CI uses the configuration management system to freeze "latest" into 
the version used during the build

	CI -> fix versions -> CM
		<- fixed version
	CI -> Queue build -> Q -> CI scheduler
		-> build -> build system

cit computes affinity before pushing jobs in queue

Simple parts connected by "clean" interfaces
	part are easy to replace
	part can will be written in multiple languages!

	Interface is always a data file to help with debugging
		it also act as a log 
		each file generated during the process is prefixed with the job's name (hash + user given name)

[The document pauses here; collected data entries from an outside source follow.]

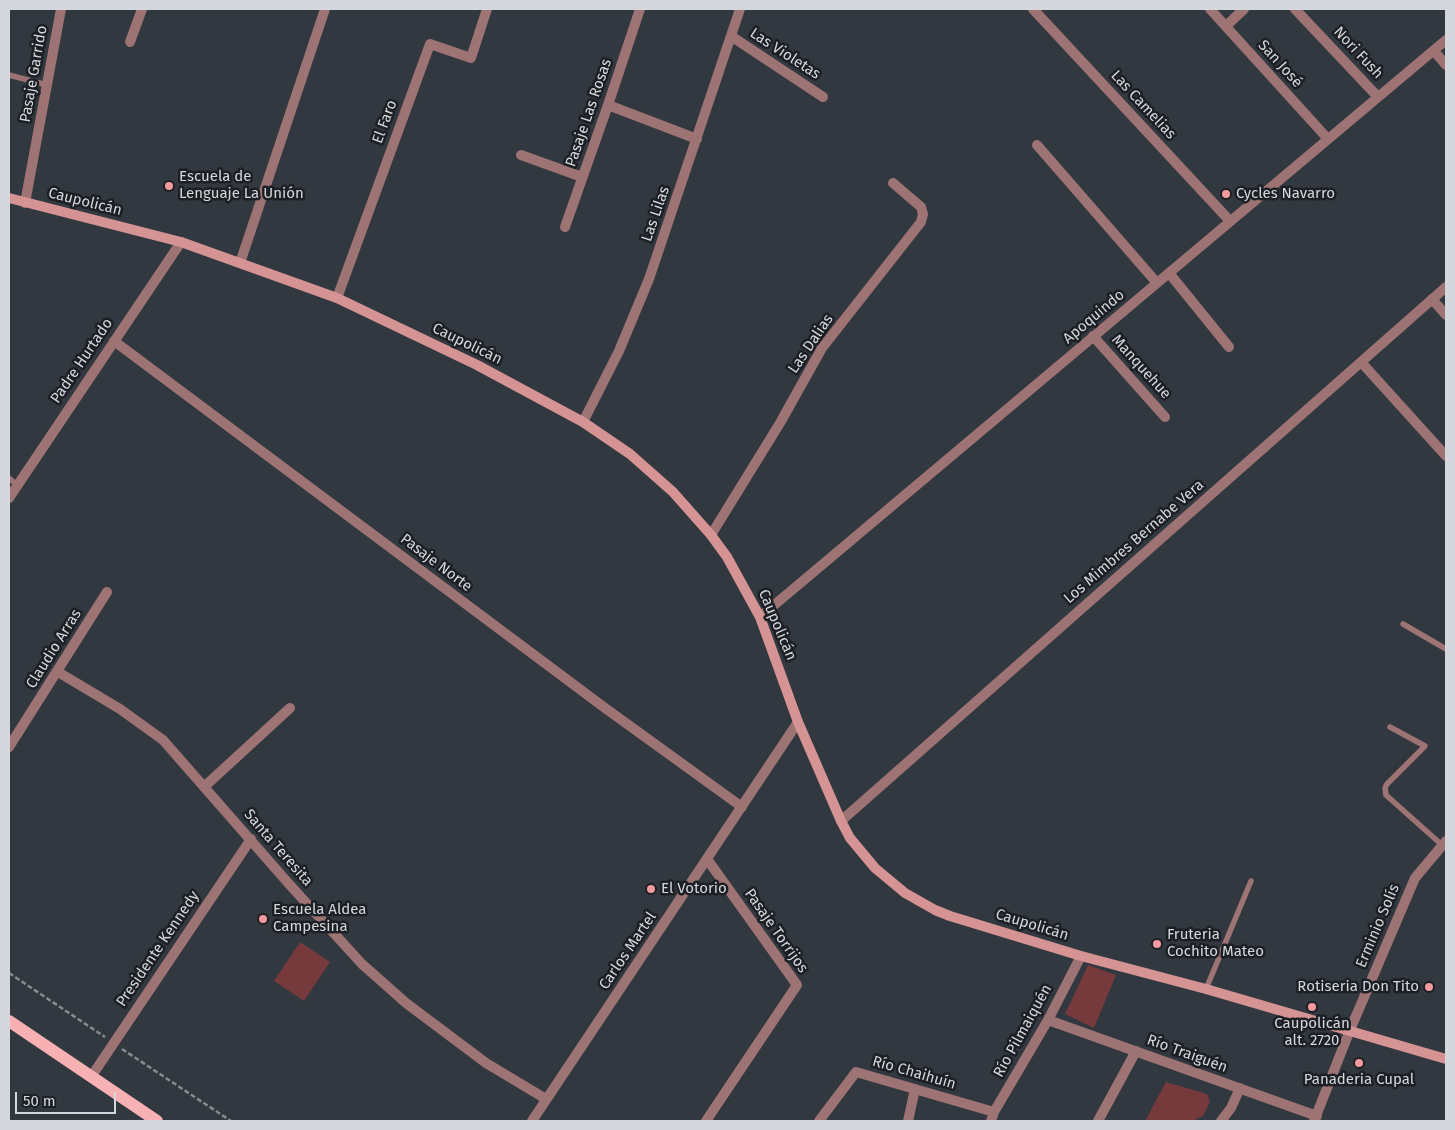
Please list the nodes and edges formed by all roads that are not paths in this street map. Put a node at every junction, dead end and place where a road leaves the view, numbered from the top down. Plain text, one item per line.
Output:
1 (61, 9) edge
2 (142, 9) edge
3 (325, 9) edge
4 (488, 9) edge
5 (640, 9) edge
6 (740, 9) edge
7 (1033, 9) edge
8 (1210, 9) edge
9 (1244, 9) edge
10 (1295, 9) edge
11 (1226, 26) junction
12 (731, 36) junction
13 (1446, 40) edge
14 (130, 42) dead end
15 (1434, 51) junction
16 (1446, 64) edge
17 (9, 75) edge
18 (47, 85) junction
19 (823, 97) dead end
20 (1378, 97) junction
21 (608, 106) junction
22 (697, 139) junction
23 (1328, 139) junction
24 (1037, 145) dead end
25 (521, 155) dead end
26 (582, 177) junction
27 (893, 183) dead end
28 (9, 198) edge
29 (25, 203) junction
30 (1230, 221) junction
31 (565, 227) dead end
32 (181, 242) junction
33 (240, 263) junction
34 (1169, 273) junction
35 (1157, 283) junction
36 (1446, 287) edge
37 (337, 298) junction
38 (1432, 299) junction
39 (1446, 315) edge
40 (1094, 336) junction
41 (114, 341) junction
42 (1229, 346) dead end
43 (1361, 362) junction
44 (1165, 417) dead end
45 (583, 422) junction
46 (1446, 456) edge
47 (13, 482) edge
48 (9, 498) edge
49 (711, 535) junction
50 (107, 592) dead end
51 (760, 617) junction
52 (1403, 624) dead end
53 (1446, 649) edge
54 (58, 672) junction
55 (290, 708) dead end
56 (798, 722) junction
57 (1390, 727) dead end
58 (9, 747) edge
59 (204, 787) junction
60 (742, 807) junction
61 (841, 821) junction
62 (250, 839) junction
63 (1444, 843) edge
64 (707, 859) junction
65 (1251, 881) dead end
66 (1081, 956) junction
67 (1206, 988) junction
68 (1048, 1020) junction
69 (9, 1021) edge
70 (1350, 1030) junction
71 (1136, 1051) junction
72 (1446, 1059) edge
73 (91, 1076) junction
74 (1240, 1088) junction
75 (915, 1089) junction
76 (546, 1099) junction
77 (992, 1116) edge
78 (1316, 1119) edge
79 (157, 1121) edge
80 (532, 1121) edge
81 (706, 1121) edge
82 (819, 1121) edge
83 (908, 1121) edge
84 (1098, 1121) edge
85 (1221, 1121) edge

1 - 18 street, Pasaje Garrido
2 - 14 street
3 - 33 street
4 - 37 street, El Faro
5 - 21 street, Pasaje Las Rosas
6 - 12 street, Las Lilas
7 - 30 street, Las Camelias
8 - 11 street, San José
9 - 11 street
10 - 20 street, Nori Fush
11 - 23 street, San José
12 - 19 street, Las Violetas
12 - 22 street, Las Lilas
13 - 15 street, Apoquindo
15 - 16 street
15 - 20 street, Apoquindo
17 - 18 lane
18 - 29 street, Pasaje Garrido
20 - 23 street, Apoquindo
21 - 22 street
21 - 26 street, Pasaje Las Rosas
22 - 45 street, Las Lilas
23 - 30 street, Apoquindo
24 - 35 street
25 - 26 street
26 - 31 street, Pasaje Las Rosas
27 - 49 street, Las Dalias
28 - 29 street, Caupolicán
29 - 32 street, Caupolicán
30 - 34 street, Apoquindo
32 - 33 street, Caupolicán
32 - 41 street, Padre Hurtado
33 - 37 street, Caupolicán
34 - 35 street, Apoquindo
34 - 42 street
35 - 40 street, Apoquindo
36 - 38 street, Los Mimbres Bernabe Vera
37 - 45 street, Caupolicán
38 - 39 street
38 - 43 street, Los Mimbres Bernabe Vera
40 - 44 street, Manquehue
40 - 51 street, Apoquindo
41 - 47 street, Padre Hurtado
41 - 60 street, Pasaje Norte
43 - 46 street
43 - 61 street, Los Mimbres Bernabe Vera
45 - 49 street, Caupolicán
47 - 48 street, Padre Hurtado
49 - 51 street, Caupolicán
50 - 54 street, Claudio Arras
51 - 56 street, Caupolicán
52 - 53 lane
54 - 58 street, Claudio Arras
54 - 59 street, Santa Teresita
55 - 59 street
56 - 60 street, Carlos Martel
56 - 61 street, Caupolicán
57 - 63 lane
59 - 62 street, Santa Teresita
60 - 64 street, Carlos Martel
61 - 66 street, Caupolicán
62 - 73 street, Presidente Kennedy
62 - 76 street, Santa Teresita
63 - 70 street, Erminio Solís
64 - 76 street, Carlos Martel
64 - 81 street, Pasaje Torrijos
65 - 67 lane
66 - 67 street, Caupolicán
66 - 68 street, Río Pilmaiquén
67 - 70 street, Caupolicán
68 - 71 street, Río Traiguén
68 - 77 street, Río Pilmaiquén
69 - 73 main road
70 - 72 street, Caupolicán
70 - 78 street
71 - 74 street, Río Traiguén
71 - 84 street
73 - 79 main road
74 - 78 street, Río Traiguén
74 - 85 street
75 - 77 street, Río Chaihuín
75 - 82 street, Río Chaihuín
75 - 83 street
76 - 80 street, Carlos Martel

	cit file is a container for multiple types of information (tiff style)
		CI setup:
			generate UUID for integration
			reference to BUILD setup
			hosts: host1+key host2+key 
				key allows scheduler to log onto the build nodes
					and run
						compute affinity cost
						can build now?
						build
			affinity:
				config:
					gcc 4.15
					mathlab
					run: bash cat /proc/loadavg < 12
			scheduling:
			...
		BUILD setup: 
			configure: ...
			build description
			configuration for the build
				use_module_x = 1
				build_log_file = ...
		BUILD setup module X: 
			build description
			configuration for the build
				...
		CIT log:
			generate UUID, where
			Queued nadim@his_box -> CI-Q@CI_Q_box
			started scheduler: no candidates
			started scheduler: candites: A, B
			send to B Queue
			...
			Integration done
 
***
		section can be encrypted but have a textual header

		section are tag delimited to make it easy to extract sections on the command line

		preferred format in order
			tab delimited
			TOML (simple: key=value pairs under [sections]) (send link)
			XML (XML >> json because it has validation)
			json
			yaml
			tarball

		sections are versioned 
	
		this allows >> in the files (after locking)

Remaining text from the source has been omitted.